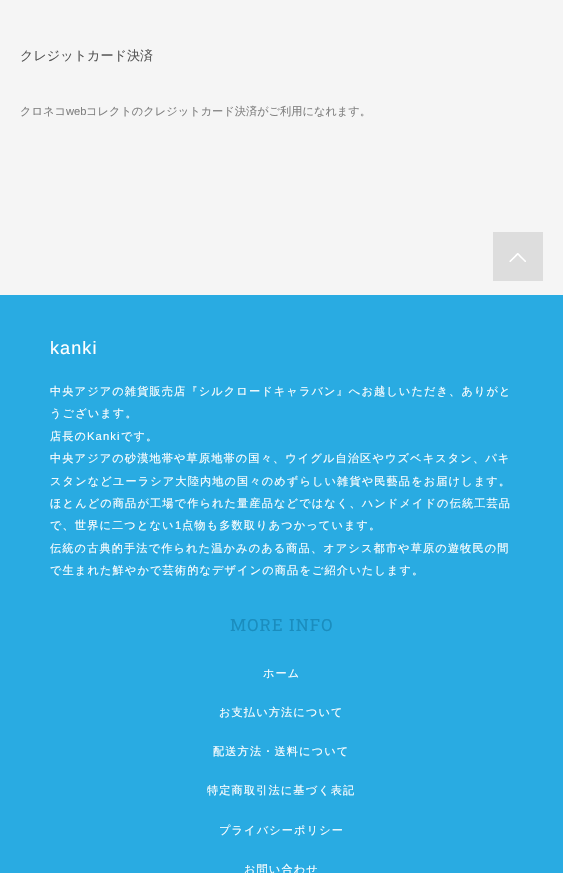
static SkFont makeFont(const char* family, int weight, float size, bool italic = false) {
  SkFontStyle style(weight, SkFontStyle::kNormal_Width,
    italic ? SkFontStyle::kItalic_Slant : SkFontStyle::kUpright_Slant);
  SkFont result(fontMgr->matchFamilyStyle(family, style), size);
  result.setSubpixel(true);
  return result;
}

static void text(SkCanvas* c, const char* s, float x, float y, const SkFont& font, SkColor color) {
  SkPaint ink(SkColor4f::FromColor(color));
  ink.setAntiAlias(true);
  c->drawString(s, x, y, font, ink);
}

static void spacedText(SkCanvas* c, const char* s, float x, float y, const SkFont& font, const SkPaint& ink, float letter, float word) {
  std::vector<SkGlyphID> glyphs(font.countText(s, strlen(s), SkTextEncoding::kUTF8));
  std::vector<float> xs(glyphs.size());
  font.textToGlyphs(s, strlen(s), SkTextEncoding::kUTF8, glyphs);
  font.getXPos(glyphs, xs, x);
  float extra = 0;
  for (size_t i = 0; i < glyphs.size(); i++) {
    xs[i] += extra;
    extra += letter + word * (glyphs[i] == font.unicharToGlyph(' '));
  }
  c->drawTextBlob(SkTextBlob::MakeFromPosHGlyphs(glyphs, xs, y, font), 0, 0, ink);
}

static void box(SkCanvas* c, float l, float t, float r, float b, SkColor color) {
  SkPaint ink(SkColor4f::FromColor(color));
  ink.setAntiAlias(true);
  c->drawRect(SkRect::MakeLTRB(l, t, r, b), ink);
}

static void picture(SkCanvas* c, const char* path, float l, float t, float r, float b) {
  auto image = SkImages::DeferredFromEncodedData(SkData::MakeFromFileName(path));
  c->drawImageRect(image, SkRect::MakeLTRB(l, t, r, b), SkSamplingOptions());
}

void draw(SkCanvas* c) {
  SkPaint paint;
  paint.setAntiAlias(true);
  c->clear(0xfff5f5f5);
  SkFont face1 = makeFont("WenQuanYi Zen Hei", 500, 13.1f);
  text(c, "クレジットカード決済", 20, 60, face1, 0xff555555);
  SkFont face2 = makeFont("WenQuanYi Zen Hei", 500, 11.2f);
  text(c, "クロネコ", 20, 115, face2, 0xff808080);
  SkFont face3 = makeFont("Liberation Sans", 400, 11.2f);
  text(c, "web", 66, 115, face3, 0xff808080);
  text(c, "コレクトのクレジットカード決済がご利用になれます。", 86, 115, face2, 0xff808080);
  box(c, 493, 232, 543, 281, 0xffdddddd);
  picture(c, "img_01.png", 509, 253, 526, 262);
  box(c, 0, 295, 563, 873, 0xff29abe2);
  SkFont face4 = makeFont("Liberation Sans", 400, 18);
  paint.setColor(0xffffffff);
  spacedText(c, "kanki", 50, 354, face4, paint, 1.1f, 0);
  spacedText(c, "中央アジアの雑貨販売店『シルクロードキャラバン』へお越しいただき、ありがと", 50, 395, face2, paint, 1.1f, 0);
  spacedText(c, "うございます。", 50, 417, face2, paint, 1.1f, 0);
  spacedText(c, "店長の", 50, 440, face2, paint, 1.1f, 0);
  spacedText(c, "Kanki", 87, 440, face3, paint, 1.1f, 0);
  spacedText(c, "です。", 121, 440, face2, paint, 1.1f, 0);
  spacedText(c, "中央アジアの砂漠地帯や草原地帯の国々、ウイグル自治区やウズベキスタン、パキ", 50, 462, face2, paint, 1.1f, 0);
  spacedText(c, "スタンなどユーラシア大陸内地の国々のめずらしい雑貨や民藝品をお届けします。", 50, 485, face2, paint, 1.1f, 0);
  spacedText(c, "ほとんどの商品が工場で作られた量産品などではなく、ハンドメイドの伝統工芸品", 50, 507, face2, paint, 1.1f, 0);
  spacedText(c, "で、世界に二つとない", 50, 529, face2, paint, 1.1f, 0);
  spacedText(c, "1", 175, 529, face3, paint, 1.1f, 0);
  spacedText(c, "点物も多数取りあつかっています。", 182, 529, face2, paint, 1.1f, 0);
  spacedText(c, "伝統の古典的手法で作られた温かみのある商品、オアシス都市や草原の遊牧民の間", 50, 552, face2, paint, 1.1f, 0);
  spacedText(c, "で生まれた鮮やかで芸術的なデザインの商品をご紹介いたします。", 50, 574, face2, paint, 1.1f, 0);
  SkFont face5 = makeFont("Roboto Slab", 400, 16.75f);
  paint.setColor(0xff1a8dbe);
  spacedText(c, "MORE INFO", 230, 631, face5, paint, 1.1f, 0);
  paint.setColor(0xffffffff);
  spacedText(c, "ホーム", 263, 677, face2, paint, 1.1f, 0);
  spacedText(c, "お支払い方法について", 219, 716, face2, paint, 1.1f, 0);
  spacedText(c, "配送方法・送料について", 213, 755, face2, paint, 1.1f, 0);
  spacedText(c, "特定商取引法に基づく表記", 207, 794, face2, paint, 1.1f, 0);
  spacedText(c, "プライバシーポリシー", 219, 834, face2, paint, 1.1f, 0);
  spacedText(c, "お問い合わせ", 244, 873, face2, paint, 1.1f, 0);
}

...

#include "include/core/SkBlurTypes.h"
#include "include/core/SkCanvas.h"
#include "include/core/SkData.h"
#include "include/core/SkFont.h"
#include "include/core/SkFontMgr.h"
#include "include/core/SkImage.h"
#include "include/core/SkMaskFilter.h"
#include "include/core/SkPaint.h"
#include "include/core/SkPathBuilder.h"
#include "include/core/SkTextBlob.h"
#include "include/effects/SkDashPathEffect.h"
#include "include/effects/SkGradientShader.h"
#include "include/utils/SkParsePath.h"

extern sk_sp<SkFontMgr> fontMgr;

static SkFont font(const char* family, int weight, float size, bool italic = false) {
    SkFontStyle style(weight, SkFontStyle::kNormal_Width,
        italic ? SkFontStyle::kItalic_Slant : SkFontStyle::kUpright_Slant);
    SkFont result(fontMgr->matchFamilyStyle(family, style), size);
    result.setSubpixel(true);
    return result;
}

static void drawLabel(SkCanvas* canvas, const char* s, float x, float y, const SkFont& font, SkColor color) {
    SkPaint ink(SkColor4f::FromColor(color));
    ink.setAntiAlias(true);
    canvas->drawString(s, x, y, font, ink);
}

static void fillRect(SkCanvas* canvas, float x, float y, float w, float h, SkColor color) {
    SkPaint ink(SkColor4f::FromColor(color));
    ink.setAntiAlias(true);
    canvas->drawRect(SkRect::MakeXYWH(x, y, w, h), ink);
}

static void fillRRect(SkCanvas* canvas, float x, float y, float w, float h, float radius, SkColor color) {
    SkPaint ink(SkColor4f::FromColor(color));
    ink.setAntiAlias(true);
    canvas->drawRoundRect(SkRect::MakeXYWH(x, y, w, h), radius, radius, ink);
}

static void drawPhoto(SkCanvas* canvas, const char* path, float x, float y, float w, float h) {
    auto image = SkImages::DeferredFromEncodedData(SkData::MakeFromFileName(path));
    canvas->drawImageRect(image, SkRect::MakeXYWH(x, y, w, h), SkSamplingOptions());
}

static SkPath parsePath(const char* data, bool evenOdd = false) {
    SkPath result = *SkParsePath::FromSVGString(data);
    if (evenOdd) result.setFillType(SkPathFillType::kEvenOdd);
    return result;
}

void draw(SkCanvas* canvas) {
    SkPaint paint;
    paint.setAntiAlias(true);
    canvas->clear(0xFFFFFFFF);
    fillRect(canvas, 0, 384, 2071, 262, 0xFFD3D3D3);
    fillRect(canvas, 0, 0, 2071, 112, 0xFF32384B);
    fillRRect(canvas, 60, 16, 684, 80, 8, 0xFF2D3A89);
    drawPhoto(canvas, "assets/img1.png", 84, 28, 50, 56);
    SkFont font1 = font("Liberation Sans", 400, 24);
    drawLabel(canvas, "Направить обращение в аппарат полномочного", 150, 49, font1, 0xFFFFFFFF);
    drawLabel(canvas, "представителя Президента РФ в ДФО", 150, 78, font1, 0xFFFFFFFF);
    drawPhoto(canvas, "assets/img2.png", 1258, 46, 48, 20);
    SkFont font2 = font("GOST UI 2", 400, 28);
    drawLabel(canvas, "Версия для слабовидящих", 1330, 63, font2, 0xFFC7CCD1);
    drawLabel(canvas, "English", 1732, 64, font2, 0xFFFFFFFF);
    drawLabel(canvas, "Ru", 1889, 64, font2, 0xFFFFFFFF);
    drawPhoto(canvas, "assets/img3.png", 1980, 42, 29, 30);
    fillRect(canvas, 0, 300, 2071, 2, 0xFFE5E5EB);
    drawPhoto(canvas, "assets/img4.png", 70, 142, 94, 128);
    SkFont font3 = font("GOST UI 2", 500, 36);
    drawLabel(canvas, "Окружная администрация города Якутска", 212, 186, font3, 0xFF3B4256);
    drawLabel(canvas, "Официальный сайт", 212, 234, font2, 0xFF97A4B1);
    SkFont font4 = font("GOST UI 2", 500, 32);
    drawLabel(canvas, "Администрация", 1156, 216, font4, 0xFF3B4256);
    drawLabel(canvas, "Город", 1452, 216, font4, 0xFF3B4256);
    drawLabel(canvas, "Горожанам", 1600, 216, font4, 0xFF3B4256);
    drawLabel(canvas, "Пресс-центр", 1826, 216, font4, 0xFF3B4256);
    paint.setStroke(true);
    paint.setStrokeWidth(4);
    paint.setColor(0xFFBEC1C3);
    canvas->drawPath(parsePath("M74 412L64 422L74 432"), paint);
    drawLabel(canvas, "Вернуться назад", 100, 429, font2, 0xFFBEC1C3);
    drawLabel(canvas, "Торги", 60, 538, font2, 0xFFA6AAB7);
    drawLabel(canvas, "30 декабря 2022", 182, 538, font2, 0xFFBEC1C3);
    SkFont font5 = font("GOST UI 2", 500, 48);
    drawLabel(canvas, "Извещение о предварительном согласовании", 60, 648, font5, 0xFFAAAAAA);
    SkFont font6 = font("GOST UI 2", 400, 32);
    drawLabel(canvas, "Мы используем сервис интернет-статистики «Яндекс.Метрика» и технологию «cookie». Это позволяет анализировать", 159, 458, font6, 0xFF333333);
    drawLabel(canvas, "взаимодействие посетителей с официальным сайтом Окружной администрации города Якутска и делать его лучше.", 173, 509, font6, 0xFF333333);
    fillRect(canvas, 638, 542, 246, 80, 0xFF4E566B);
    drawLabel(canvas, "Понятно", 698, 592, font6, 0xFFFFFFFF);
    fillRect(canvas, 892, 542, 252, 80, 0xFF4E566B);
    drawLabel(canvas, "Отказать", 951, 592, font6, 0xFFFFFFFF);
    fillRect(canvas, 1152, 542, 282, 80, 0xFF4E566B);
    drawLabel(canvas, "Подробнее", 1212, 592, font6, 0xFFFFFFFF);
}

==

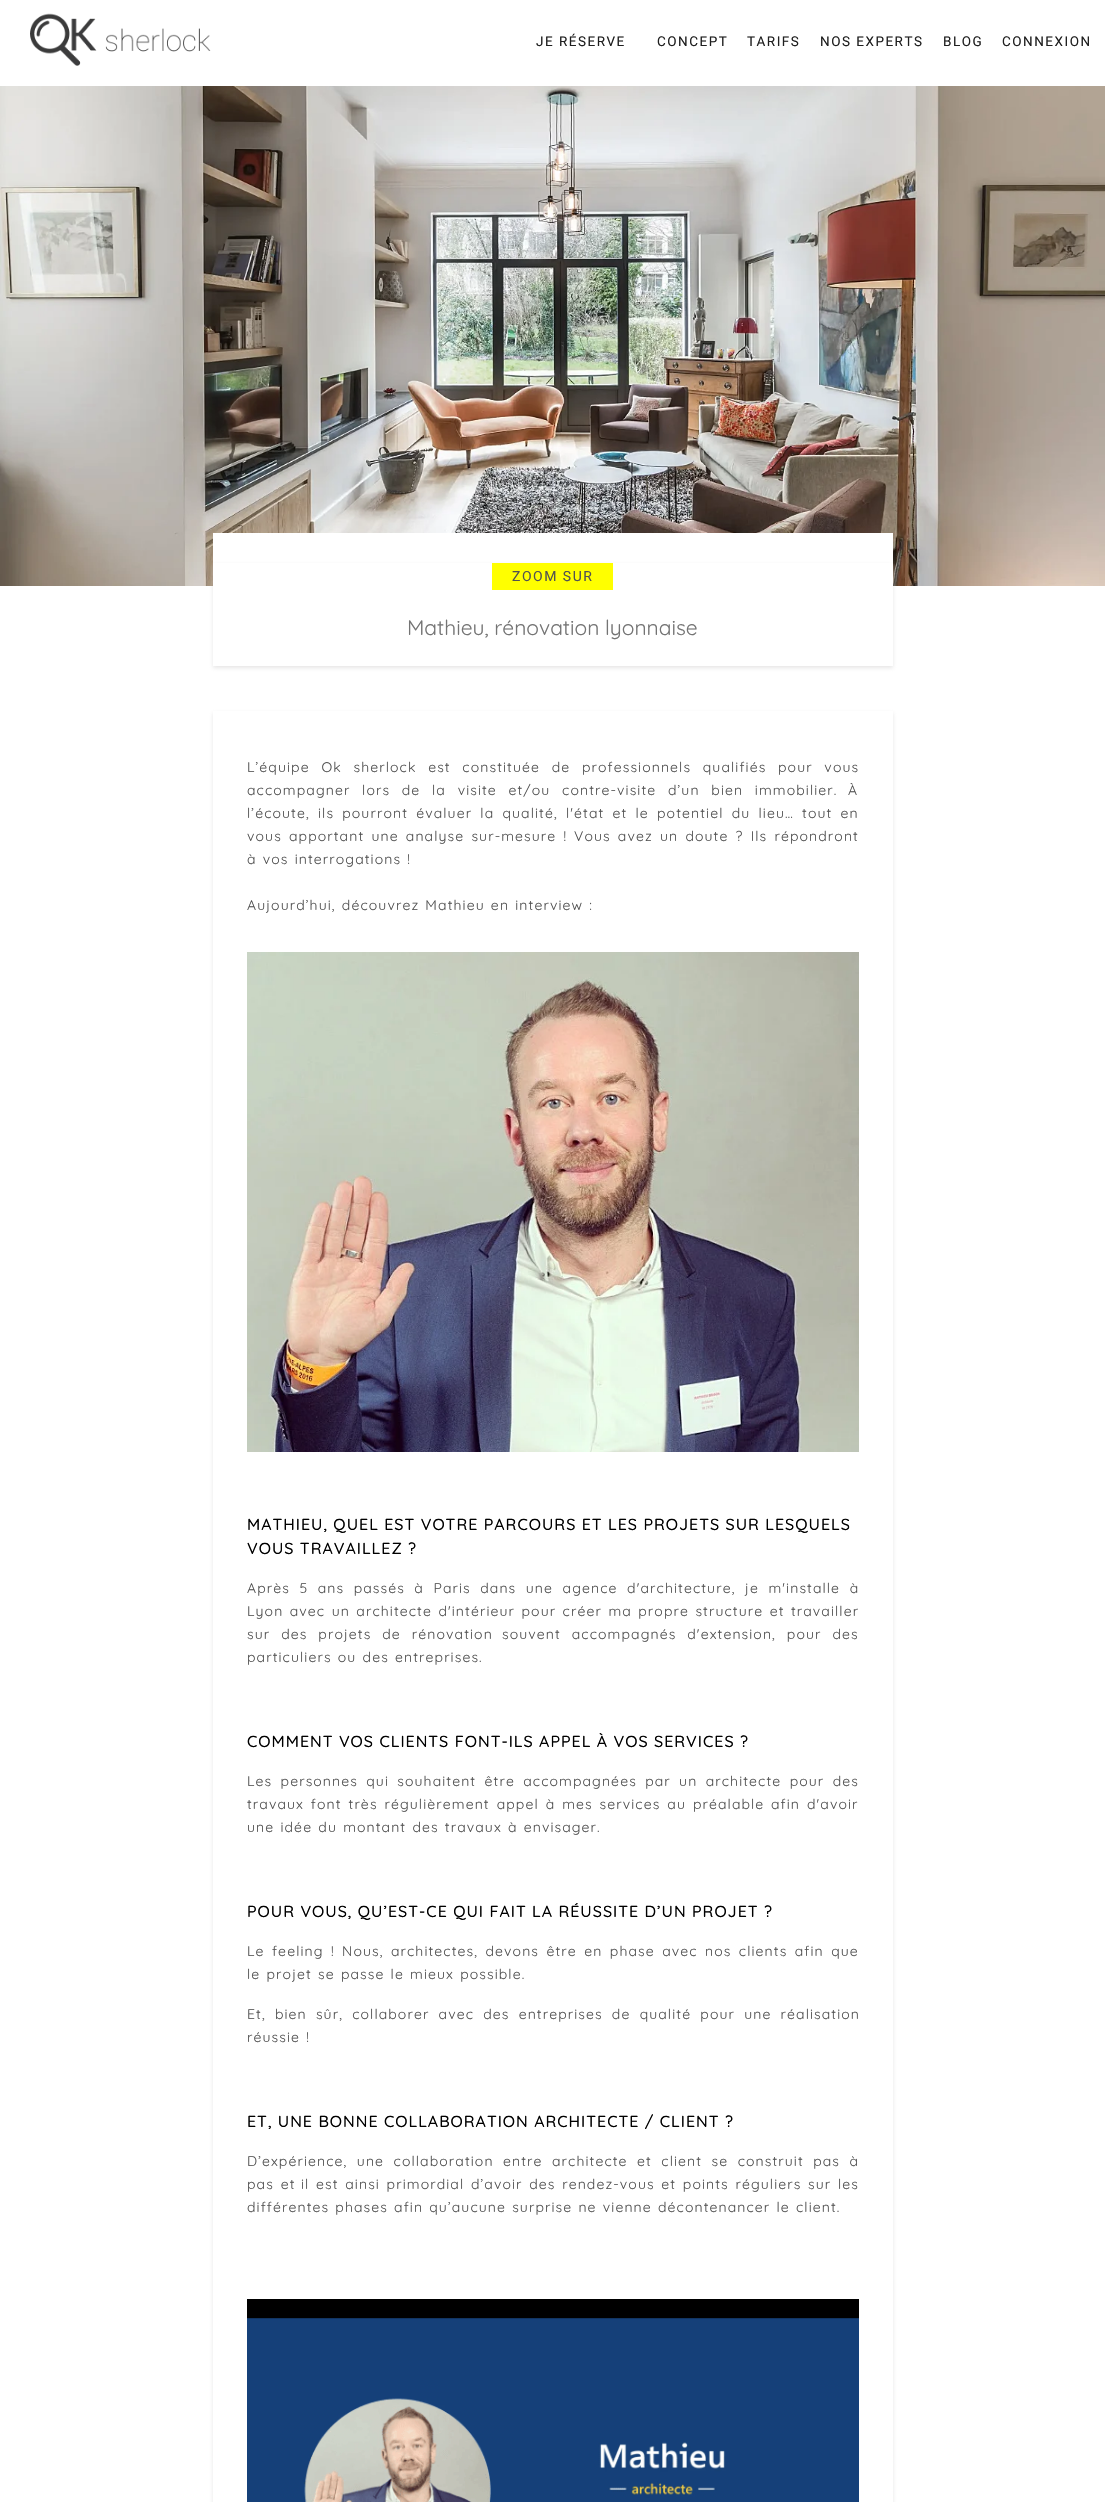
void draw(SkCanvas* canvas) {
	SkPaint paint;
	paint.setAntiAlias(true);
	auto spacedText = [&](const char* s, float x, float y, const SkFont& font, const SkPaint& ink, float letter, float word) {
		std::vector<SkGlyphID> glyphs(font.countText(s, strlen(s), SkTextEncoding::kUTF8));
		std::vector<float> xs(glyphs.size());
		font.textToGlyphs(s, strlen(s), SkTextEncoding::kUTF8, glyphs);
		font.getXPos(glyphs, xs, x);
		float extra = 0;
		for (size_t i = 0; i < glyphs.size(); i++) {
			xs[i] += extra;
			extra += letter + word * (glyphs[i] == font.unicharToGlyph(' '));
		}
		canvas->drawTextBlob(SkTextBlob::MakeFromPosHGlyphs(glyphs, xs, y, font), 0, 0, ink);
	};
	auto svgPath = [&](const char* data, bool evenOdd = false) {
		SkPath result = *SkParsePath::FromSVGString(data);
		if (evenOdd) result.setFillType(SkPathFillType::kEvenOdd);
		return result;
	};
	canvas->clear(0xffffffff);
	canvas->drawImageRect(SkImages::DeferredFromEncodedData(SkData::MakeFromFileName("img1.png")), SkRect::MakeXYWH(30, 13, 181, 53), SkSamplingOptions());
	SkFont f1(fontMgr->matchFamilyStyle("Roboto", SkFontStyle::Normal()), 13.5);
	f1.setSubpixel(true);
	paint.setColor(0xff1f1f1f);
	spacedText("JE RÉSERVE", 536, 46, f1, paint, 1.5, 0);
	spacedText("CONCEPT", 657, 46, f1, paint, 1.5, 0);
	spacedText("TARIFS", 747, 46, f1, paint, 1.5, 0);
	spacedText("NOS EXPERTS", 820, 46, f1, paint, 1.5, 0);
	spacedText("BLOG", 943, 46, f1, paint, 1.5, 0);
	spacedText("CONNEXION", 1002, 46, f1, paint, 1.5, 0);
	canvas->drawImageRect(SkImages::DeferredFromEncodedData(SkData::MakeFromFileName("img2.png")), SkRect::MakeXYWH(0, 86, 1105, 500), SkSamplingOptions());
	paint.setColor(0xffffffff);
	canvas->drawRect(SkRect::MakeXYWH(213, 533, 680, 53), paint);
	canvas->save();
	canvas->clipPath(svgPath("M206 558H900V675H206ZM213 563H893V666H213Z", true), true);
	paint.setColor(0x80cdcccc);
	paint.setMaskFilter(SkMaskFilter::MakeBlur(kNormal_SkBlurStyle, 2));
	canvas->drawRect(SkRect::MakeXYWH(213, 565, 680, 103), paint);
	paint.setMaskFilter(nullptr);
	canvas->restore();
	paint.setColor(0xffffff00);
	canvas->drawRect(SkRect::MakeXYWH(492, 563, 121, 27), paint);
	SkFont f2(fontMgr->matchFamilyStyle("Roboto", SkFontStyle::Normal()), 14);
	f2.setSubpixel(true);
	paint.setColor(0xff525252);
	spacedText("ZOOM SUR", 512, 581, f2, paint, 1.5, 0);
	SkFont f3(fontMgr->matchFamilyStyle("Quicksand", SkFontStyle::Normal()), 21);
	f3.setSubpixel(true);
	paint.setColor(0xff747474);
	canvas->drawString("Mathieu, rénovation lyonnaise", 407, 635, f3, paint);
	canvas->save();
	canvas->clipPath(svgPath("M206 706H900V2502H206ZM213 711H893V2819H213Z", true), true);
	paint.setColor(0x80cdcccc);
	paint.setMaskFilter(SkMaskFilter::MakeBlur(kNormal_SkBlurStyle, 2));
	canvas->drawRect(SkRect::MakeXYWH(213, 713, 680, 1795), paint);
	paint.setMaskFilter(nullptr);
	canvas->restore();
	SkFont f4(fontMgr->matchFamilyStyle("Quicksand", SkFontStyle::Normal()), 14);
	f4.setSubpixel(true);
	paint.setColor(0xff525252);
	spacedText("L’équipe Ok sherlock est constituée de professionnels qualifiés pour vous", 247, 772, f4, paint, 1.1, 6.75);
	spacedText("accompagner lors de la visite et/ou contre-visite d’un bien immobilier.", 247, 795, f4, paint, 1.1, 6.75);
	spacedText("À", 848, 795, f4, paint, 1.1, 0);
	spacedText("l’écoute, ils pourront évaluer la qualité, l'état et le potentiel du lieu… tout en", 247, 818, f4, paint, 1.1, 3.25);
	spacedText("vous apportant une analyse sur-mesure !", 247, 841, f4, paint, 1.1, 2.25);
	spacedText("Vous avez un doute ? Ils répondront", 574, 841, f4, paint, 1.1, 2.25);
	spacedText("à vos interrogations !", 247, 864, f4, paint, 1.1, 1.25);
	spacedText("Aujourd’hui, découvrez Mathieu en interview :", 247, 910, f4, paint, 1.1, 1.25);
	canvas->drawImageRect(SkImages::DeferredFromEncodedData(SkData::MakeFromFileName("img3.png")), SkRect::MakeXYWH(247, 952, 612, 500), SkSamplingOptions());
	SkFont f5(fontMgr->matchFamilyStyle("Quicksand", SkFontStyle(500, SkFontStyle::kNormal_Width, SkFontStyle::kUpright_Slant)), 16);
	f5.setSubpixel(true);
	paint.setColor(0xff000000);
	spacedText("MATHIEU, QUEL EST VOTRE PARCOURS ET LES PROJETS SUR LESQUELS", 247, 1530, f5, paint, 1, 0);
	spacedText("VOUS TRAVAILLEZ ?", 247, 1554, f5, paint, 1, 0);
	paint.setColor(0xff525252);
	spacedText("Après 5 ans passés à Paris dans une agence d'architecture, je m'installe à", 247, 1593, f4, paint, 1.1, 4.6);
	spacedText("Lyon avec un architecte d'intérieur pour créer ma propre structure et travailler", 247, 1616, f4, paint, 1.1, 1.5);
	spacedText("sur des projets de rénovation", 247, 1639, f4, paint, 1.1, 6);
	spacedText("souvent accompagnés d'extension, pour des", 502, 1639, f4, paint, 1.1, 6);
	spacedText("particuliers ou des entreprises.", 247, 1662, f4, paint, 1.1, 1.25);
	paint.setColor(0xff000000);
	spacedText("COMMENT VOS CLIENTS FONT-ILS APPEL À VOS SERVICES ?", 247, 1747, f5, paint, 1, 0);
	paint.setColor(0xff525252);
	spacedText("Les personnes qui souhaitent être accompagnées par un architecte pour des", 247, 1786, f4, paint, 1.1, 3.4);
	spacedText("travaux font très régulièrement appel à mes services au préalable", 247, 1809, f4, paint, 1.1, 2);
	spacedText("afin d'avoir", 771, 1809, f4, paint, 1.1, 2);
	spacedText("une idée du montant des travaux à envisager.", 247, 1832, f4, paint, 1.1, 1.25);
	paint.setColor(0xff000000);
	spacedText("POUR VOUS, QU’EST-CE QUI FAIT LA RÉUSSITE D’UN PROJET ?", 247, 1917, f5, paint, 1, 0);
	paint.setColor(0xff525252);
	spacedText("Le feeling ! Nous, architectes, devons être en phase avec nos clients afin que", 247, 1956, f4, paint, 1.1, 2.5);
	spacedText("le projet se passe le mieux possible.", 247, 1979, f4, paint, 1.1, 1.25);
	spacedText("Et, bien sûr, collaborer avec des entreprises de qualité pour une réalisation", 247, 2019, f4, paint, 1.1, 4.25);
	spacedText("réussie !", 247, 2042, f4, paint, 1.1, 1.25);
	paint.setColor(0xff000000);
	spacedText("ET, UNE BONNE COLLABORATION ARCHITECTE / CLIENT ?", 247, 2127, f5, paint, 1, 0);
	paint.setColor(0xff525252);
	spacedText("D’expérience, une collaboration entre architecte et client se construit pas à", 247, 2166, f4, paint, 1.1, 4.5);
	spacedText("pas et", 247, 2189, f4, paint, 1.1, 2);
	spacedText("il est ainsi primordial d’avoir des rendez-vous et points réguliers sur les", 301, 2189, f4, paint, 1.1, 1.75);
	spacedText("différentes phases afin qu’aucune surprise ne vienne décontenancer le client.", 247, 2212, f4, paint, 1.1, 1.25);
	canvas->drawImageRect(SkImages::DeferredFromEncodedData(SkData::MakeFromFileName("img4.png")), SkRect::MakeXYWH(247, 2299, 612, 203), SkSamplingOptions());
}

▶ _PROBLEM REQUIREMENTS_: Scan the records above for the word "FromSVGString". Copy each line that has it.

▶ _SOLVED EXERCISE_:
    SkPath result = *SkParsePath::FromSVGString(data);
		SkPath result = *SkParsePath::FromSVGString(data);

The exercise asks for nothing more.